The share price mainly stagnated from June to October 2022, with a press release on June 27, 2022, reporting 35% lithium chloride from pilot testing at Sal de Puna and on October 3, 2022 reporting the discovery of a 275 m aquifer averaging 441 mg/l which failed to boost the share price. However, the share price has trended up following December 20, 2022 announcement that Lithium Americas intended to acquire Arena, with the deal expected to close by Q3/23.
Lithium Ionic is the newest stock of the three, having just listed on May 24, 2022,
operating the Itinga hard rock lithium project in Brazil, which has two main zones,
Galvani and Bandeira. After seeing some gains following the listing and then from drill
results reported on May 31, 2022 of 1.93% Li20 over 5.66 m, the stock pulled back
through June 2022 (Figure 16). Another uptrend started in July 2022, with drill results
released on July 26, 2022 of 1.57% Li20 over 24.93 m, and then on August 9, 2022
of 1.17% Li20 over 42.05 m.
Results released on September 14, 2022, from the Galvani zone of 1.68% Li20 over 21 m and on November 10, 2022 of 1.98% Li20 over 26 m did not drive a sustained rise in the share price, which ended last year near its August 2022 levels. However, drill results from the Bandeira Zone, including on January 24, 2023, 1.69% Li20 over 9.6 m, have been viewed very favourably by the market, with the share price continuing to hit new highs currently, even as declining equity markets, junior miners and the lithium price fail to provide a supportive backdrop.

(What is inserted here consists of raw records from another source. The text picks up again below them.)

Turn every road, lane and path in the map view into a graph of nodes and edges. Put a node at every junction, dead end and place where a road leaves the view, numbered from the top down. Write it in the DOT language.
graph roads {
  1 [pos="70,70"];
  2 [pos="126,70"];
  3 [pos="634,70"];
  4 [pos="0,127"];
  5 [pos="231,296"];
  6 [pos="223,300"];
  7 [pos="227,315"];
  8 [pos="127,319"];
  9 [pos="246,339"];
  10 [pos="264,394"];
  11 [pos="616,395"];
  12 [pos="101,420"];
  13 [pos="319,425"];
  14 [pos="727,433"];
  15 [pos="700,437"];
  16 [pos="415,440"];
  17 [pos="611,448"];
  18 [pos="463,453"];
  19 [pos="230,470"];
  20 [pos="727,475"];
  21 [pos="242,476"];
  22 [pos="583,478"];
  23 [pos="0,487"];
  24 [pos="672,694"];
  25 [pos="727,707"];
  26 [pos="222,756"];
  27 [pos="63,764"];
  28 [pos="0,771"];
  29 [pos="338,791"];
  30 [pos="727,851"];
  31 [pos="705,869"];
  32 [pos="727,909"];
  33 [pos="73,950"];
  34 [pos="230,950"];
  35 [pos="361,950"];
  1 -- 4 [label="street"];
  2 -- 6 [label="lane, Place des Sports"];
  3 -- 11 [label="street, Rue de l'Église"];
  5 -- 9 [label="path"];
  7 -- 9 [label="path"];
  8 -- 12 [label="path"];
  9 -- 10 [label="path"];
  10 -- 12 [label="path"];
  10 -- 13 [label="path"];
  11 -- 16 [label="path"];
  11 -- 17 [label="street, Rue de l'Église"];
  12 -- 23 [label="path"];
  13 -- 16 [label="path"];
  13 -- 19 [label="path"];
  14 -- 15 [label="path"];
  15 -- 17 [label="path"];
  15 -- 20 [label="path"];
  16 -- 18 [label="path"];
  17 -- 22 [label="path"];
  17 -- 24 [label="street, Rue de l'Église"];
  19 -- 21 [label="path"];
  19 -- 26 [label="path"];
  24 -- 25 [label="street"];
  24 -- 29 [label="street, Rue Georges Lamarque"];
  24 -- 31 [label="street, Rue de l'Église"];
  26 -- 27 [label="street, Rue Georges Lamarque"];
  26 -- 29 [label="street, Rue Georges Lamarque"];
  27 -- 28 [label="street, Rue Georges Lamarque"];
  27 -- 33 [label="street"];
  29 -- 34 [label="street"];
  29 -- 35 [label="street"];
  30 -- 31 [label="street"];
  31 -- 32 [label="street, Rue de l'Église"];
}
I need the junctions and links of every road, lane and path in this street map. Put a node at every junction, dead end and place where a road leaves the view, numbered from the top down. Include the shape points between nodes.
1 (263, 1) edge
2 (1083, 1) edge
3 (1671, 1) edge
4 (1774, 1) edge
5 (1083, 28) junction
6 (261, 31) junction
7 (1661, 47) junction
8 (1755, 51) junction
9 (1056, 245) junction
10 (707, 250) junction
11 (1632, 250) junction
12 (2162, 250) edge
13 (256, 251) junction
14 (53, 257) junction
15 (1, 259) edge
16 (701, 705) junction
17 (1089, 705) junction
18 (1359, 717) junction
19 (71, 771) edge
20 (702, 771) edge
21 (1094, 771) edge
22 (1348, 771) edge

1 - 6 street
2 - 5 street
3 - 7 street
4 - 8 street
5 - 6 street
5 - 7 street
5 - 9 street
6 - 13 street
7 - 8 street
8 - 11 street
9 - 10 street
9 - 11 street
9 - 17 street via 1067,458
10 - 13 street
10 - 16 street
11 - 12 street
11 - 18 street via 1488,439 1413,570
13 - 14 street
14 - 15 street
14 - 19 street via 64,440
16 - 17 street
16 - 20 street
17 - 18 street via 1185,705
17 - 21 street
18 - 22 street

Disclaimer: This report is for informational use only and should not be used an alternative to the financial and legal advice of a qualified professional in business planning and investment. We do not represent that forecasts in this report will lead to a specific outcome or result, and are not liable in the event of any business action taken in whole or in part as a result of the contents of this report.